When I introduced the momentum system on this site I did not use any form of optimization – my parameters were based on my understanding of what the system was measuring, how the markets moved and changed behavior – including correlations between asset classes, what the strengths and weaknesses of the system might be and hence, how we might accommodate a variety of different assets and different market conditions assuming we might have less reason to worry about lower returns with low risk than look for potentially higher returns with associated higher risk. I claimed (without any proof/backup) that these parameters should be “robust”.
Somehow, (I can’t imagine why 🙂 ) it was difficult for members to accept my unproven claim of robustness and so I got talked into trying to provide some proof of this and we began this series of tests thanks to help from Ernie and Herb who have provided the tools for more rigorous automated back-testing.
As we have stated many times, optimizing parameters used in investment strategies is a dangerous exercise and often leads to systems that disappoint in the longer term going forward. This is why we spend so much time emphasizing the importance of robustness and playing down the need for absolute optimization – we need some room for the inevitable times when our “optimal” parameters are not optimal.
The classical way of testing any system is to test the system using Out-of-Sample data i.e. using different assets and different time frames from the initial data set used to test the system. This is particularly important if parameters have been optimized using a specific set of historical data.
Although we have tried to be relatively unbiased in that we have consistently used the Rutherford portfolio asset list as our diversified benchmark representation of global market asset classes, we have inevitably migrated towards an optimization of parameters for this specific portfolio over the period 2006-present for which historical data is available. In Part 3 of the study we attempted to simulate Out-of-Sample tests by randomly shuffling sections of the raw data to generate pseudo price profiles for the assets – and this provides a reasonable alternative to using real Out-of-Sample data when available data records are short. However, it is not ideal.
In this part 6 of the study we move to a new portfolio of assets that have records going back ~20 years. Since ETFs were not “invented” 20 years ago we use Mutual Fund data, many of which Funds are now essentially duplicated by “equivalent” ETFs.

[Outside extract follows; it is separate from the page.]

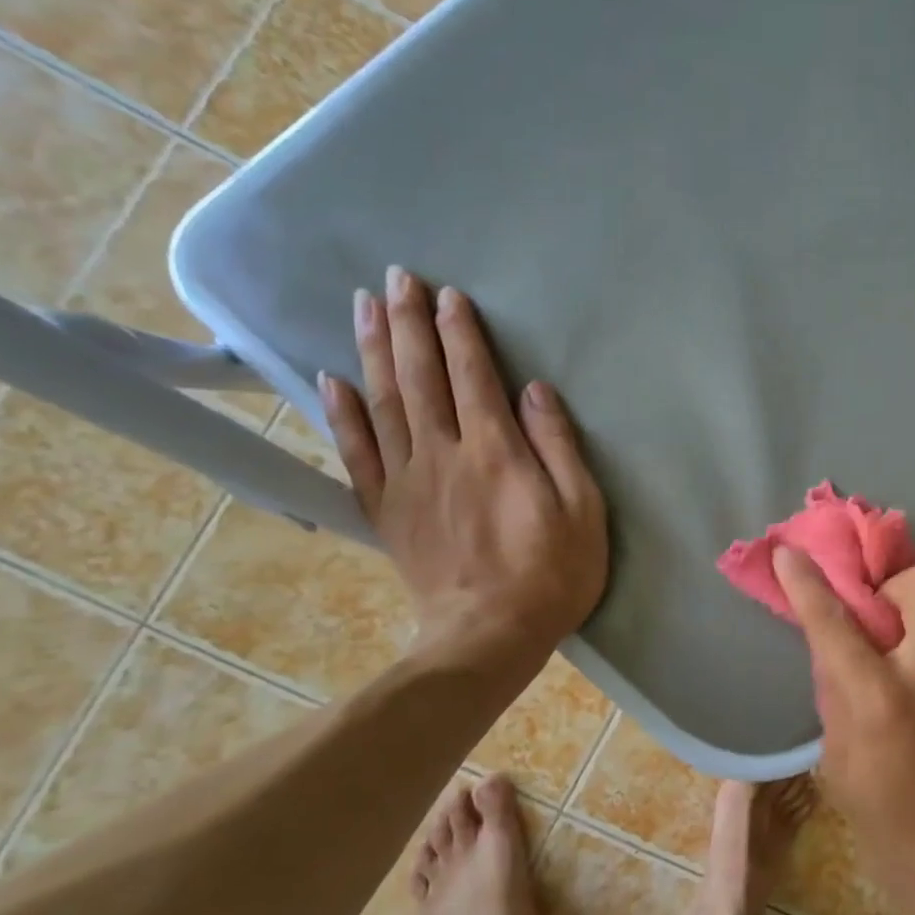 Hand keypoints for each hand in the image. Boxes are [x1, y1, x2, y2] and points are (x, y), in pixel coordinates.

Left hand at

The assets chosen for the study were:
VTSMX – Vanguard Total Stock Market Index
VTMGX – Vanguard Developed Markets Index
VEIEX – Vanguard Emerging Markets Index
VBLTX – Vanguard Long-Term Bond Index
VBIIX – Vanguard Intermediate-Term Bond Index
PYGFX – Payden Global Fixed Income
VGSIX – Vanguard REIT Index
FIRAX – Fidelity Advisor International Real Estate
PSPFX – US Global Investors Global Resources (Commodities)

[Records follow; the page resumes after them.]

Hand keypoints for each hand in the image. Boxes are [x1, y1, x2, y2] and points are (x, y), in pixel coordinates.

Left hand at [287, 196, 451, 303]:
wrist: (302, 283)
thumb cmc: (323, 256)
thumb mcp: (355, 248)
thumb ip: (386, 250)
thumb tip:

VGPMX – Vanguard Precious Metals and Mining
VFISX – Vanguard Short-Term Treasury
These assets essentially represent all the major asset classes as do the Rutherford assets. The primary difference is the inclusion of an intermediate-term US Bond Fund (VBIIX) rather than the inflation-protection ETF (TIP) included in the Rutherford. Our advantage here is that we have data back to at least 1994 for most (not quite all) assets. We can therefore run a 20-year test that includes both the 2000 bear market following the tech bubble and the 2008 bear market following the financial crisis.
Let’s first split the 20 year time frame into two 10 year periods – January 1995 to December 2004 and January 2005 to Present (August 2015) – and look at the performance curves using the reference “Kipling” model with ROC1 = 60 trading days (87 calendar days), ROC2 = 100 trading days (145 calendar days) and Volatility = 14 day mean variance. Overall ranking is calculated based on a 30%/50%/20% weighting of these parameters. VFSIX is used as the momentum ranking filter.
The first period (Jan 1995 – Dec 2004) is totally Out-of-Sample:
In the above figure, VTSMX is plotted (red line) as a reference (not a suitable benchmark since it does not reflect a globally diversified portfolio). As can be seen from the above figure, the momentum model does not (on average) beat the performance of VTSMX (Total US Equity market) over this period. However, it does avoid the significant 43% drawdown experienced in the US equity markets in the 2 year 2000-2002 period. This is primarily due to the application of the VFSIX ranking filter. Despite the fact that the momentum model does not “beat” the VTSMX in terms of necessarily generating a higher total return, performance, considering volatility (~15%), and drawdown (~21%) is probably far more acceptable to most investors even though there would almost certainly be a level of unhappiness in the 1995-2000 period of the technology bubble. [With the benefit of hindsight, performance could probably have been improved by the inclusion of a technology index (Nasdaq 100) fund in the asset mix – but that’s hindsight that we don’t have]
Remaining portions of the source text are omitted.